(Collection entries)
————
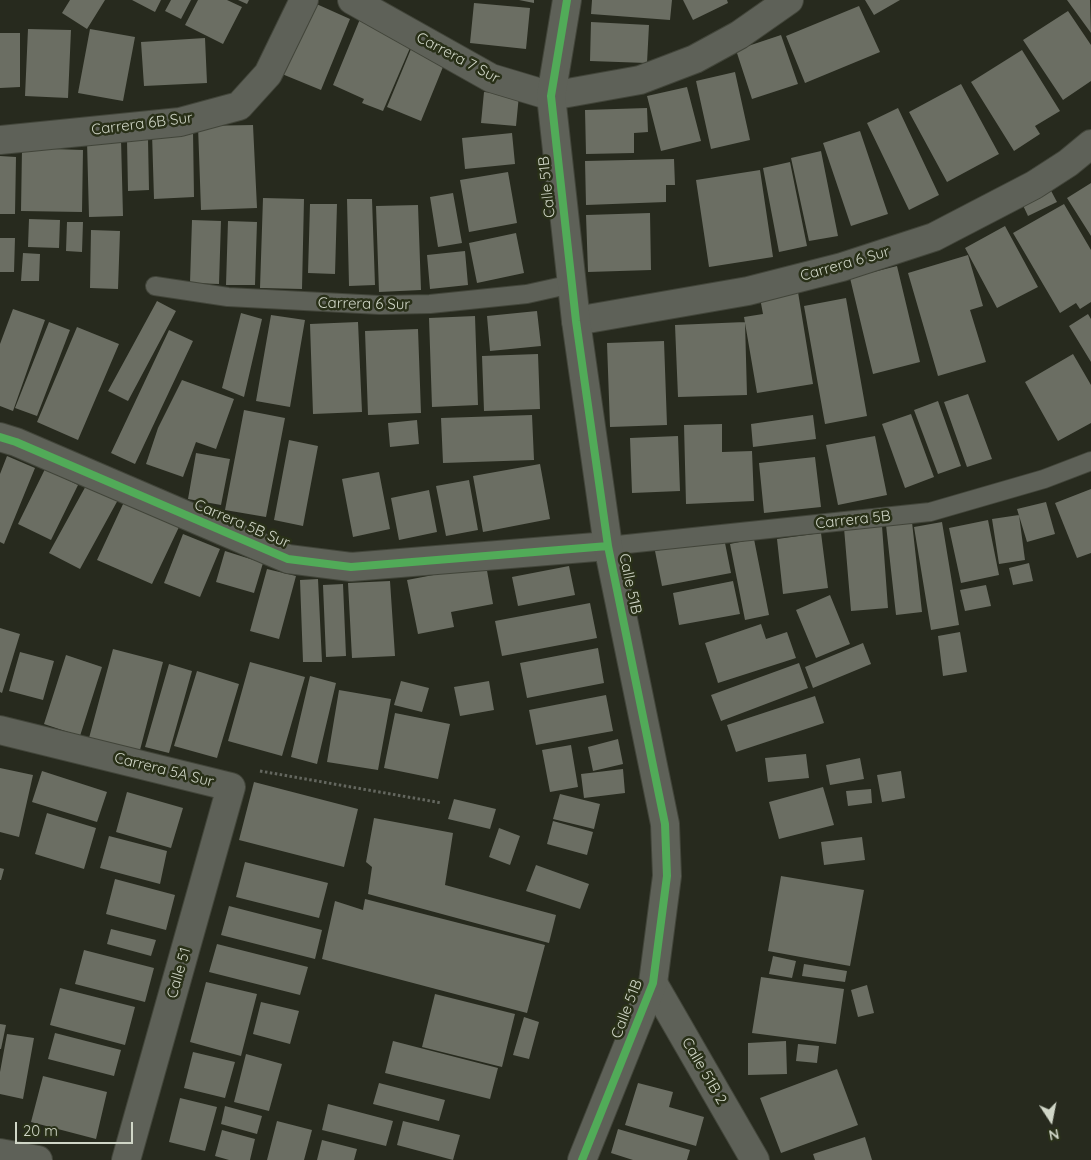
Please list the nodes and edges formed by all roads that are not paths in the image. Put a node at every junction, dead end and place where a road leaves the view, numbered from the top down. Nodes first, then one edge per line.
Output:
1 (304, 0) edge
2 (352, 0) edge
3 (567, 0) edge
4 (789, 0) edge
5 (551, 96) junction
6 (0, 140) edge
7 (1091, 144) edge
8 (572, 284) junction
9 (155, 286) dead end
10 (576, 321) junction
11 (0, 437) edge
12 (1091, 460) edge
13 (608, 546) junction
14 (0, 730) edge
15 (231, 787) joint
16 (653, 983) junction
17 (0, 1153) edge
18 (38, 1160) edge
19 (126, 1160) edge
20 (582, 1160) edge
21 (755, 1160) edge

1 - 6 street, Carrera 6B Sur
2 - 5 street, Carrera 7 Sur
3 - 5 street, Calle 51B
4 - 5 street, Carrera 7 Sur
5 - 8 street, Calle 51B
7 - 10 street, Carrera 6 Sur
8 - 9 lane, Carrera 6 Sur
8 - 10 street, Calle 51B
10 - 13 street, Calle 51B
11 - 13 street, Carrera 5B Sur
12 - 13 lane, Carrera 5B
13 - 16 street, Calle 51B
14 - 15 street, Carrera 5A Sur
15 - 19 street, Calle 51
16 - 20 street, Calle 51B
16 - 21 street, Calle 51B 2
17 - 18 street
————
== TO DO ==
From the first line to the last, write out the data above exactly. Omit the pictures.

== SOLVED PROBLEM ==
Please list the nodes and edges formed by all roads that are not paths in the image. Put a node at every junction, dead end and place where a road leaves the view, numbered from the top down. Nodes first, then one edge per line.
Output:
1 (304, 0) edge
2 (352, 0) edge
3 (567, 0) edge
4 (789, 0) edge
5 (551, 96) junction
6 (0, 140) edge
7 (1091, 144) edge
8 (572, 284) junction
9 (155, 286) dead end
10 (576, 321) junction
11 (0, 437) edge
12 (1091, 460) edge
13 (608, 546) junction
14 (0, 730) edge
15 (231, 787) joint
16 (653, 983) junction
17 (0, 1153) edge
18 (38, 1160) edge
19 (126, 1160) edge
20 (582, 1160) edge
21 (755, 1160) edge

1 - 6 street, Carrera 6B Sur
2 - 5 street, Carrera 7 Sur
3 - 5 street, Calle 51B
4 - 5 street, Carrera 7 Sur
5 - 8 street, Calle 51B
7 - 10 street, Carrera 6 Sur
8 - 9 lane, Carrera 6 Sur
8 - 10 street, Calle 51B
10 - 13 street, Calle 51B
11 - 13 street, Carrera 5B Sur
12 - 13 lane, Carrera 5B
13 - 16 street, Calle 51B
14 - 15 street, Carrera 5A Sur
15 - 19 street, Calle 51
16 - 20 street, Calle 51B
16 - 21 street, Calle 51B 2
17 - 18 street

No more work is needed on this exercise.